- _PROBLEM TO WORK ON_
Pick out each line below containing "Svobody".

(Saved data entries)
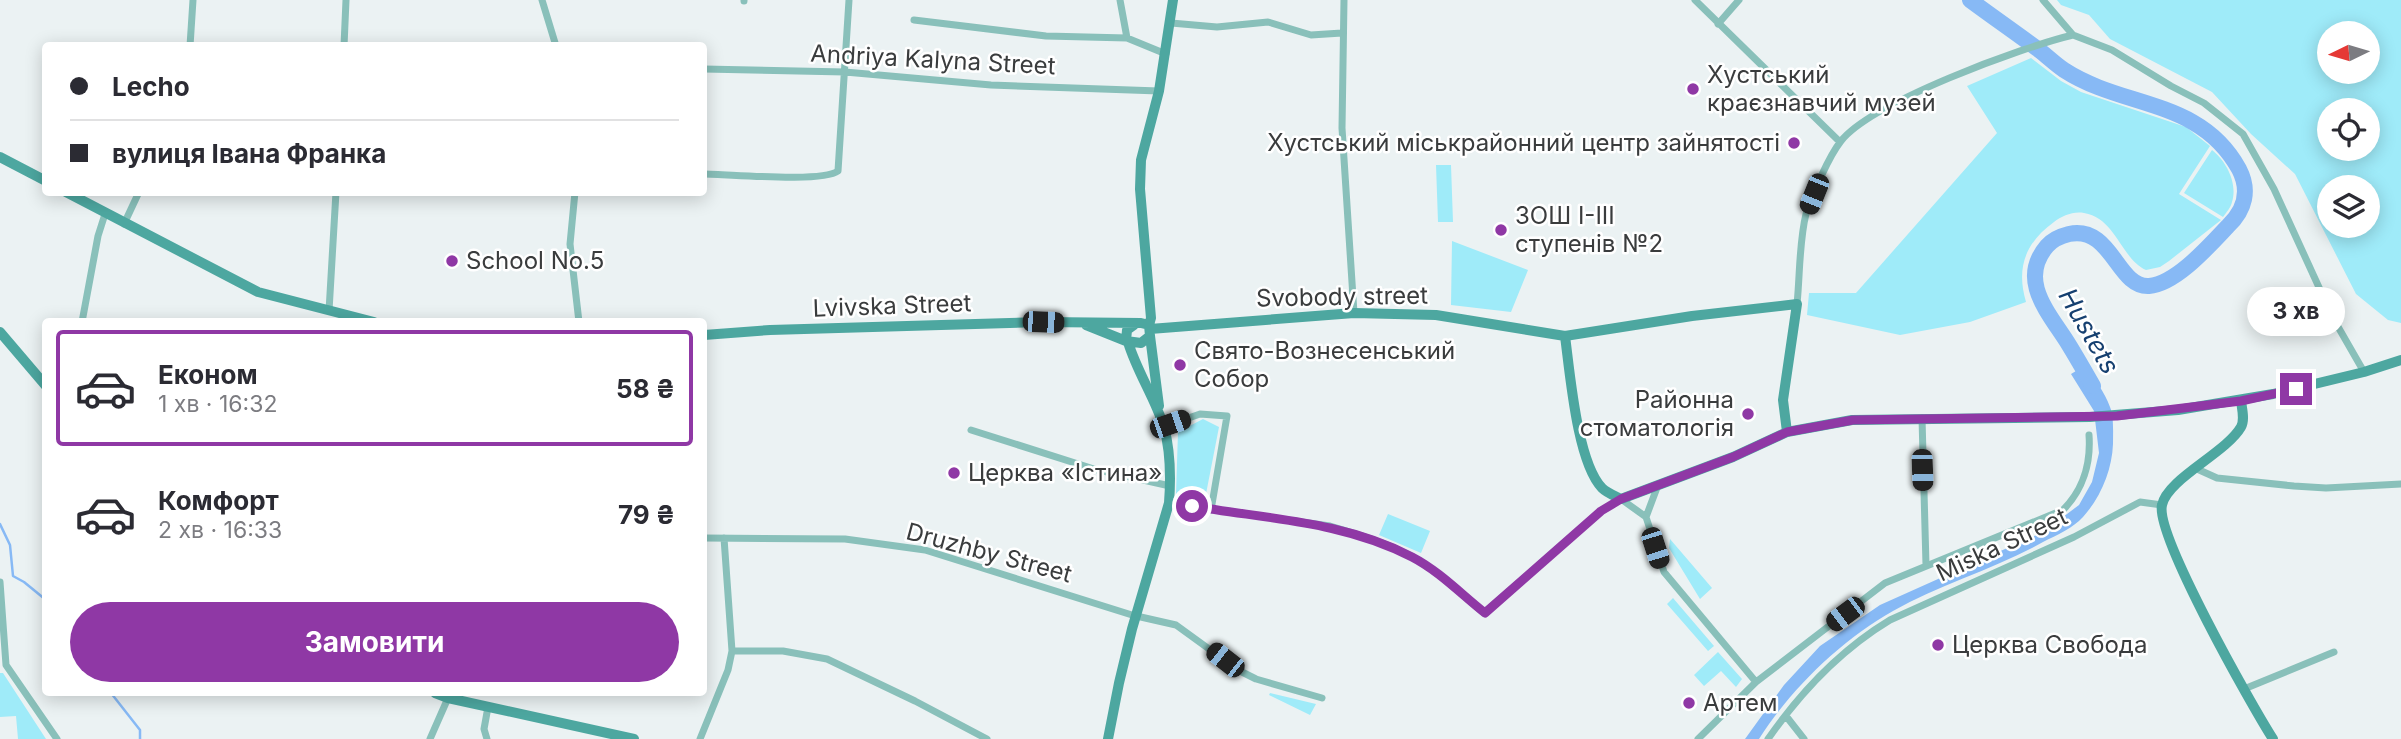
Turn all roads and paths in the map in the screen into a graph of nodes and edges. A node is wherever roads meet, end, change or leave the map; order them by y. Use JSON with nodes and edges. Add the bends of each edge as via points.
{"nodes":[{"id":1,"x":193,"y":0,"type":"edge"},
{"id":2,"x":346,"y":0,"type":"edge"},
{"id":3,"x":542,"y":0,"type":"edge"},
{"id":4,"x":849,"y":0,"type":"edge"},
{"id":5,"x":1120,"y":0,"type":"edge"},
{"id":6,"x":1173,"y":0,"type":"edge"},
{"id":7,"x":1344,"y":0,"type":"edge"},
{"id":8,"x":1695,"y":0,"type":"edge"},
{"id":9,"x":1739,"y":0,"type":"edge"},
{"id":10,"x":2043,"y":0,"type":"edge"},
{"id":11,"x":914,"y":20,"type":"dead end"},
{"id":12,"x":1171,"y":23,"type":"junction"},
{"id":13,"x":1718,"y":24,"type":"junction"},
{"id":14,"x":1342,"y":33,"type":"junction"},
{"id":15,"x":2073,"y":35,"type":"junction"},
{"id":16,"x":1127,"y":38,"type":"junction"},
{"id":17,"x":190,"y":42,"type":"edge"},
{"id":18,"x":344,"y":42,"type":"edge"},
{"id":19,"x":555,"y":42,"type":"edge"},
{"id":20,"x":1166,"y":54,"type":"junction"},
{"id":21,"x":707,"y":69,"type":"edge"},
{"id":22,"x":845,"y":72,"type":"junction"},
{"id":23,"x":1160,"y":91,"type":"junction"},
{"id":24,"x":1840,"y":142,"type":"junction"},
{"id":25,"x":0,"y":157,"type":"edge"},
{"id":26,"x":707,"y":174,"type":"edge"},
{"id":27,"x":42,"y":179,"type":"edge"},
{"id":28,"x":73,"y":196,"type":"edge"},
{"id":29,"x":137,"y":196,"type":"edge"},
{"id":30,"x":335,"y":196,"type":"edge"},
{"id":31,"x":575,"y":196,"type":"edge"},
{"id":32,"x":105,"y":214,"type":"junction"},
{"id":33,"x":124,"y":224,"type":"junction"},
{"id":34,"x":1797,"y":304,"type":"junction"},
{"id":35,"x":329,"y":311,"type":"junction"},
{"id":36,"x":1354,"y":313,"type":"junction"},
{"id":37,"x":83,"y":318,"type":"edge"},
{"id":38,"x":358,"y":318,"type":"edge"},
{"id":39,"x":579,"y":318,"type":"edge"},
{"id":40,"x":1083,"y":323,"type":"junction"},
{"id":41,"x":1134,"y":325,"type":"junction"},
{"id":42,"x":1150,"y":330,"type":"junction"},
{"id":43,"x":0,"y":332,"type":"edge"},
{"id":44,"x":707,"y":335,"type":"edge"},
{"id":45,"x":1565,"y":336,"type":"junction"},
{"id":46,"x":1127,"y":342,"type":"junction"},
{"id":47,"x":2401,"y":360,"type":"edge"},
{"id":48,"x":2364,"y":372,"type":"junction"},
{"id":49,"x":42,"y":381,"type":"edge"},
{"id":50,"x":2241,"y":401,"type":"junction"},
{"id":51,"x":1922,"y":418,"type":"junction"},
{"id":52,"x":1162,"y":424,"type":"junction"},
{"id":53,"x":971,"y":430,"type":"dead end"},
{"id":54,"x":1787,"y":432,"type":"junction"},
{"id":55,"x":2089,"y":435,"type":"dead end"},
{"id":56,"x":2197,"y":469,"type":"junction"},
{"id":57,"x":2401,"y":484,"type":"edge"},
{"id":58,"x":1170,"y":485,"type":"junction"},
{"id":59,"x":1658,"y":485,"type":"junction"},
{"id":60,"x":1621,"y":499,"type":"junction"},
{"id":61,"x":1169,"y":503,"type":"junction"},
{"id":62,"x":2162,"y":505,"type":"junction"},
{"id":63,"x":1211,"y":510,"type":"junction"},
{"id":64,"x":1646,"y":517,"type":"junction"},
{"id":65,"x":707,"y":538,"type":"edge"},
{"id":66,"x":724,"y":538,"type":"junction"},
{"id":67,"x":1926,"y":565,"type":"junction"},
{"id":68,"x":0,"y":582,"type":"edge"},
{"id":69,"x":1136,"y":615,"type":"junction"},
{"id":70,"x":732,"y":651,"type":"junction"},
{"id":71,"x":2334,"y":652,"type":"dead end"},
{"id":72,"x":3,"y":665,"type":"edge"},
{"id":73,"x":1756,"y":682,"type":"junction"},
{"id":74,"x":2244,"y":689,"type":"junction"},
{"id":75,"x":443,"y":696,"type":"edge"},
{"id":76,"x":448,"y":698,"type":"junction"},
{"id":77,"x":1322,"y":698,"type":"dead end"},
{"id":78,"x":488,"y":706,"type":"junction"},
{"id":79,"x":1786,"y":716,"type":"junction"},
{"id":80,"x":57,"y":739,"type":"edge"},
{"id":81,"x":430,"y":739,"type":"edge"},
{"id":82,"x":487,"y":739,"type":"edge"},
{"id":83,"x":634,"y":739,"type":"edge"},
{"id":84,"x":700,"y":739,"type":"edge"},
{"id":85,"x":987,"y":739,"type":"edge"},
{"id":86,"x":1108,"y":739,"type":"edge"},
{"id":87,"x":1698,"y":739,"type":"edge"},
{"id":88,"x":1768,"y":739,"type":"edge"},
{"id":89,"x":1804,"y":739,"type":"edge"},
{"id":90,"x":2273,"y":739,"type":"edge"}],
"edges":[{"from":1,"to":17,"type":"street"},
{"from":2,"to":18,"type":"street"},
{"from":3,"to":19,"type":"street"},
{"from":4,"to":22,"type":"street"},
{"from":5,"to":16,"type":"street"},
{"from":6,"to":12,"type":"main road"},
{"from":7,"to":14,"type":"street"},
{"from":8,"to":13,"type":"street"},
{"from":9,"to":13,"type":"street"},
{"from":10,"to":15,"type":"street"},
{"from":11,"to":16,"type":"street","via":[[1046,36]]},
{"from":12,"to":14,"type":"street","via":[[1217,27],[1268,22],[1311,35]]},
{"from":12,"to":20,"type":"main road"},
{"from":13,"to":24,"type":"street"},
{"from":14,"to":36,"type":"street","via":[[1342,128]]},
{"from":15,"to":24,"type":"street","via":[[1944,81],[1886,108]]},
{"from":15,"to":48,"type":"street","via":[[2112,50],[2204,103],[2243,134]]},
{"from":16,"to":20,"type":"street"},
{"from":20,"to":23,"type":"main road"},
{"from":21,"to":22,"type":"street","name":"Andriya Kalyna Street"},
{"from":22,"to":23,"type":"street","name":"Andriya Kalyna Street","via":[[991,85]]},
{"from":22,"to":26,"type":"street","via":[[838,171],[829,176]]},
{"from":23,"to":42,"type":"main road","via":[[1142,160],[1140,189]]},
{"from":24,"to":34,"type":"street","via":[[1806,214]]},
{"from":25,"to":27,"type":"main road"},
{"from":28,"to":32,"type":"main road"},
{"from":29,"to":33,"type":"street"},
{"from":30,"to":35,"type":"street"},
{"from":31,"to":39,"type":"street","via":[[570,244]]},
{"from":32,"to":33,"type":"main road"},
{"from":32,"to":37,"type":"street"},
{"from":33,"to":35,"type":"main road","via":[[258,292]]},
{"from":34,"to":45,"type":"main road","name":"Svobody street"},
{"from":34,"to":54,"type":"main road","via":[[1783,400]]},
{"from":35,"to":38,"type":"main road"},
{"from":36,"to":42,"type":"main road","name":"Svobody street"},
{"from":36,"to":45,"type":"main road","name":"Svobody street","via":[[1436,315]]},
{"from":40,"to":41,"type":"main road","name":"Lvivska Street"},
{"from":40,"to":44,"type":"main road","name":"Lvivska Street"},
{"from":40,"to":46,"type":"main road","name":"Lvivska Street"},
{"from":41,"to":42,"type":"main road","name":"Lvivska Street"},
{"from":41,"to":46,"type":"main road","via":[[1127,330]]},
{"from":42,"to":46,"type":"main road","via":[[1141,343]]},
{"from":42,"to":52,"type":"main road"},
{"from":43,"to":49,"type":"main road"},
{"from":45,"to":60,"type":"main road","via":[[1585,455],[1599,485]]},
{"from":46,"to":52,"type":"main road"},
{"from":47,"to":48,"type":"main road"},
{"from":48,"to":50,"type":"main road"},
{"from":50,"to":51,"type":"main road","via":[[2117,416]]},
{"from":50,"to":56,"type":"main road","via":[[2240,428]]},
{"from":51,"to":54,"type":"main road","via":[[1853,420]]},
{"from":51,"to":67,"type":"street"},
{"from":52,"to":58,"type":"main road"},
{"from":52,"to":63,"type":"street","via":[[1200,414],[1227,416]]},
{"from":53,"to":58,"type":"street","via":[[1094,469]]},
{"from":54,"to":59,"type":"main road"},
{"from":55,"to":67,"type":"street","via":[[2085,475],[2063,510]]},
{"from":56,"to":57,"type":"street","via":[[2217,478],[2294,486]]},
{"from":56,"to":62,"type":"main road","via":[[2171,489]]},
{"from":58,"to":61,"type":"main road"},
{"from":59,"to":60,"type":"main road"},
{"from":59,"to":64,"type":"street"},
{"from":60,"to":63,"type":"street","via":[[1588,520],[1485,613],[1430,568],[1366,537],[1330,526]]},
{"from":60,"to":64,"type":"street"},
{"from":61,"to":63,"type":"street"},
{"from":61,"to":69,"type":"main road"},
{"from":62,"to":74,"type":"main road","via":[[2168,536]]},
{"from":62,"to":79,"type":"street","name":"Miska Street","via":[[2140,502],[1890,620],[1841,656]]},
{"from":64,"to":73,"type":"street","via":[[1664,572]]},
{"from":65,"to":66,"type":"street","name":"Druzhby Street"},
{"from":66,"to":69,"type":"street","name":"Druzhby Street","via":[[845,539],[925,550]]},
{"from":66,"to":70,"type":"street"},
{"from":67,"to":73,"type":"street","via":[[1885,583]]},
{"from":68,"to":72,"type":"street"},
{"from":69,"to":77,"type":"street","name":"Druzhby Street","via":[[1176,625],[1256,679]]},
{"from":69,"to":86,"type":"main road"},
{"from":70,"to":84,"type":"street"},
{"from":70,"to":85,"type":"street","via":[[783,651],[827,659]]},
{"from":71,"to":74,"type":"street"},
{"from":72,"to":80,"type":"street"},
{"from":73,"to":87,"type":"street"},
{"from":74,"to":90,"type":"main road"},
{"from":75,"to":76,"type":"main road"},
{"from":76,"to":78,"type":"main road"},
{"from":76,"to":81,"type":"street"},
{"from":78,"to":82,"type":"street"},
{"from":78,"to":83,"type":"main road"},
{"from":79,"to":88,"type":"street","name":"Miska Street"},
{"from":79,"to":89,"type":"street"}]}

- _ANSWER SECTION_
{"from":34,"to":45,"type":"main road","name":"Svobody street"},
{"from":36,"to":42,"type":"main road","name":"Svobody street"},
{"from":36,"to":45,"type":"main road","name":"Svobody street","via":[[1436,315]]},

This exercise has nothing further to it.